[Dataset excerpts]
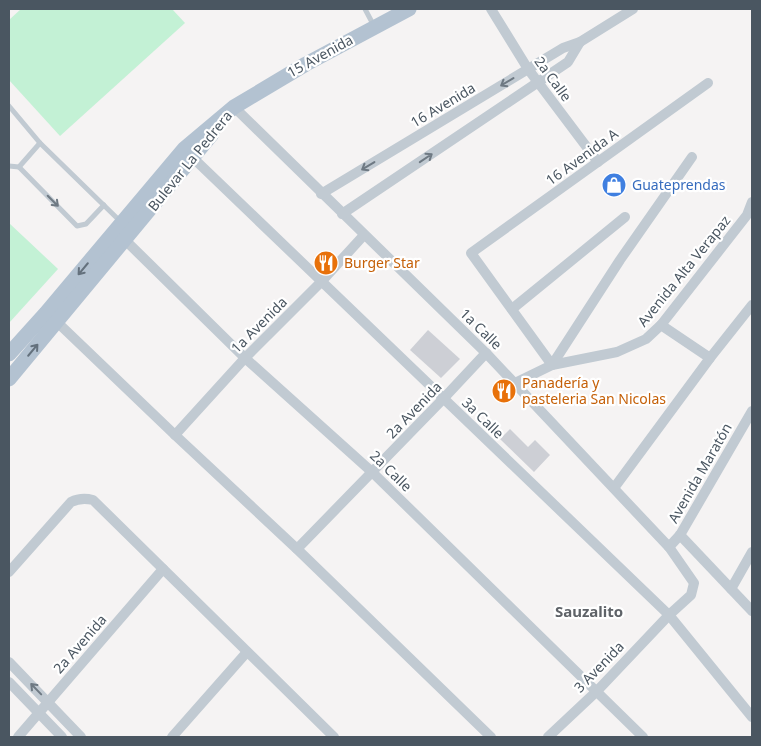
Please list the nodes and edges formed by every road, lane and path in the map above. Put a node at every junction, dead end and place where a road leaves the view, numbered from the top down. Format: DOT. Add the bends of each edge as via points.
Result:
graph roads {
  1 [pos="365,9"];
  2 [pos="409,9"];
  3 [pos="491,9"];
  4 [pos="633,9"];
  5 [pos="374,26"];
  6 [pos="580,42"];
  7 [pos="528,70"];
  8 [pos="708,82"];
  9 [pos="538,83"];
  10 [pos="9,106"];
  11 [pos="234,107"];
  12 [pos="40,143"];
  13 [pos="188,153"];
  14 [pos="692,157"];
  15 [pos="598,162"];
  16 [pos="9,166"];
  17 [pos="19,167"];
  18 [pos="321,194"];
  19 [pos="752,202"];
  20 [pos="104,206"];
  21 [pos="342,214"];
  22 [pos="625,217"];
  23 [pos="120,231"];
  24 [pos="364,235"];
  25 [pos="322,281"];
  26 [pos="752,305"];
  27 [pos="512,310"];
  28 [pos="57,322"];
  29 [pos="661,325"];
  30 [pos="486,353"];
  31 [pos="9,354"];
  32 [pos="245,358"];
  33 [pos="710,358"];
  34 [pos="552,364"];
  35 [pos="9,379"];
  36 [pos="515,384"];
  37 [pos="443,399"];
  38 [pos="752,412"];
  39 [pos="175,435"];
  40 [pos="372,472"];
  41 [pos="614,488"];
  42 [pos="680,534"];
  43 [pos="669,547"];
  44 [pos="297,549"];
  45 [pos="752,552"];
  46 [pos="164,569"];
  47 [pos="9,572"];
  48 [pos="694,583"];
  49 [pos="731,589"];
  50 [pos="752,611"];
  51 [pos="669,615"];
  52 [pos="247,652"];
  53 [pos="9,662"];
  54 [pos="9,682"];
  55 [pos="597,691"];
  56 [pos="48,702"];
  57 [pos="39,713"];
  58 [pos="752,717"];
  59 [pos="329,736"];
  60 [pos="18,737"];
  61 [pos="62,737"];
  62 [pos="81,737"];
  63 [pos="172,737"];
  64 [pos="491,737"];
  65 [pos="548,737"];
  66 [pos="643,737"];
  1 -- 5 [label="lane"];
  2 -- 5 [label="main road, 15 Avenida"];
  3 -- 7 [label="street, 2a Calle"];
  4 -- 6 [label="street, 16 Avenida"];
  5 -- 11 [label="main road, 15 Avenida"];
  6 -- 7 [label="street, 16 Avenida" via="563,48"];
  6 -- 9 [label="street, 16 Avenida" via="568,62"];
  7 -- 9 [label="street, 2a Calle"];
  7 -- 18 [label="street, 16 Avenida, one-way"];
  8 -- 15 [label="street, 16 Avenida A"];
  9 -- 15 [label="street, 2a Calle"];
  21 -- 9 [label="street, 16 Avenida, one-way"];
  10 -- 12 [label="lane"];
  11 -- 13 [label="main road, Bulevar La Pedrera"];
  11 -- 18 [label="street, 1a Calle"];
  12 -- 17 [label="lane"];
  12 -- 20 [label="lane"];
  13 -- 23 [label="main road, Bulevar La Pedrera"];
  13 -- 25 [label="street, 3a Calle"];
  14 -- 34 [label="street"];
  15 -- 27 [label="street, 16 Avenida A" via="471,253"];
  16 -- 17 [label="lane"];
  17 -- 20 [label="lane, one-way" via="77,226 86,224"];
  18 -- 21 [label="street, 1a Calle"];
  19 -- 29 [label="street, Avenida Alta Verapaz" via="746,215"];
  20 -- 23 [label="lane"];
  21 -- 24 [label="street, 1a Calle"];
  22 -- 27 [label="street"];
  23 -- 28 [label="main road, Bulevar La Pedrera"];
  23 -- 31 [label="main road, Bulevar La Pedrera, one-way"];
  23 -- 32 [label="street, 2a Calle"];
  24 -- 25 [label="street, 1a Avenida"];
  24 -- 30 [label="street, 1a Calle"];
  25 -- 32 [label="street, 1a Avenida"];
  25 -- 37 [label="street, 3a Calle"];
  26 -- 33 [label="street"];
  27 -- 34 [label="street"];
  35 -- 28 [label="main road, Bulevar La Pedrera, one-way"];
  28 -- 39 [label="street"];
  29 -- 33 [label="street"];
  29 -- 34 [label="street, Avenida Alta Verapaz" via="646,339 617,352"];
  30 -- 36 [label="street, 1a Calle"];
  30 -- 37 [label="street, 2a Avenida"];
  32 -- 39 [label="street, 1a Avenida"];
  32 -- 40 [label="street, 2a Calle"];
  33 -- 41 [label="street"];
  34 -- 36 [label="street, Avenida Alta Verapaz"];
  36 -- 41 [label="street, 1a Calle"];
  37 -- 40 [label="street, 2a Avenida"];
  37 -- 51 [label="street, 3a Calle"];
  38 -- 42 [label="street, Avenida Maratón"];
  39 -- 44 [label="street"];
  40 -- 44 [label="street, 2a Avenida"];
  40 -- 55 [label="street, 2a Calle"];
  41 -- 43 [label="street, 1a Calle"];
  42 -- 43 [label="street, Avenida Maratón"];
  42 -- 49 [label="street"];
  43 -- 48 [label="street, 1a Calle"];
  44 -- 64 [label="street"];
  45 -- 49 [label="street"];
  46 -- 47 [label="street" via="93,500 86,498 71,502"];
  46 -- 52 [label="street"];
  46 -- 56 [label="street, 2a Avenida"];
  48 -- 51 [label="street, 3 Avenida" via="691,595"];
  49 -- 50 [label="street"];
  51 -- 55 [label="street, 3 Avenida"];
  51 -- 58 [label="street, 3a Calle"];
  52 -- 59 [label="street"];
  52 -- 63 [label="street"];
  56 -- 53 [label="street, one-way"];
  54 -- 57 [label="street"];
  55 -- 65 [label="street, 3 Avenida"];
  55 -- 66 [label="street, 2a Calle"];
  56 -- 57 [label="street, 2a Avenida"];
  56 -- 62 [label="street"];
  57 -- 60 [label="street, 2a Avenida"];
  57 -- 61 [label="street"];
}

**Task objective**: Each line that contains the string "Pedrera" should be copied from the data above.

**Your solution**:
  11 -- 13 [label="main road, Bulevar La Pedrera"];
  13 -- 23 [label="main road, Bulevar La Pedrera"];
  23 -- 28 [label="main road, Bulevar La Pedrera"];
  23 -- 31 [label="main road, Bulevar La Pedrera, one-way"];
  35 -- 28 [label="main road, Bulevar La Pedrera, one-way"];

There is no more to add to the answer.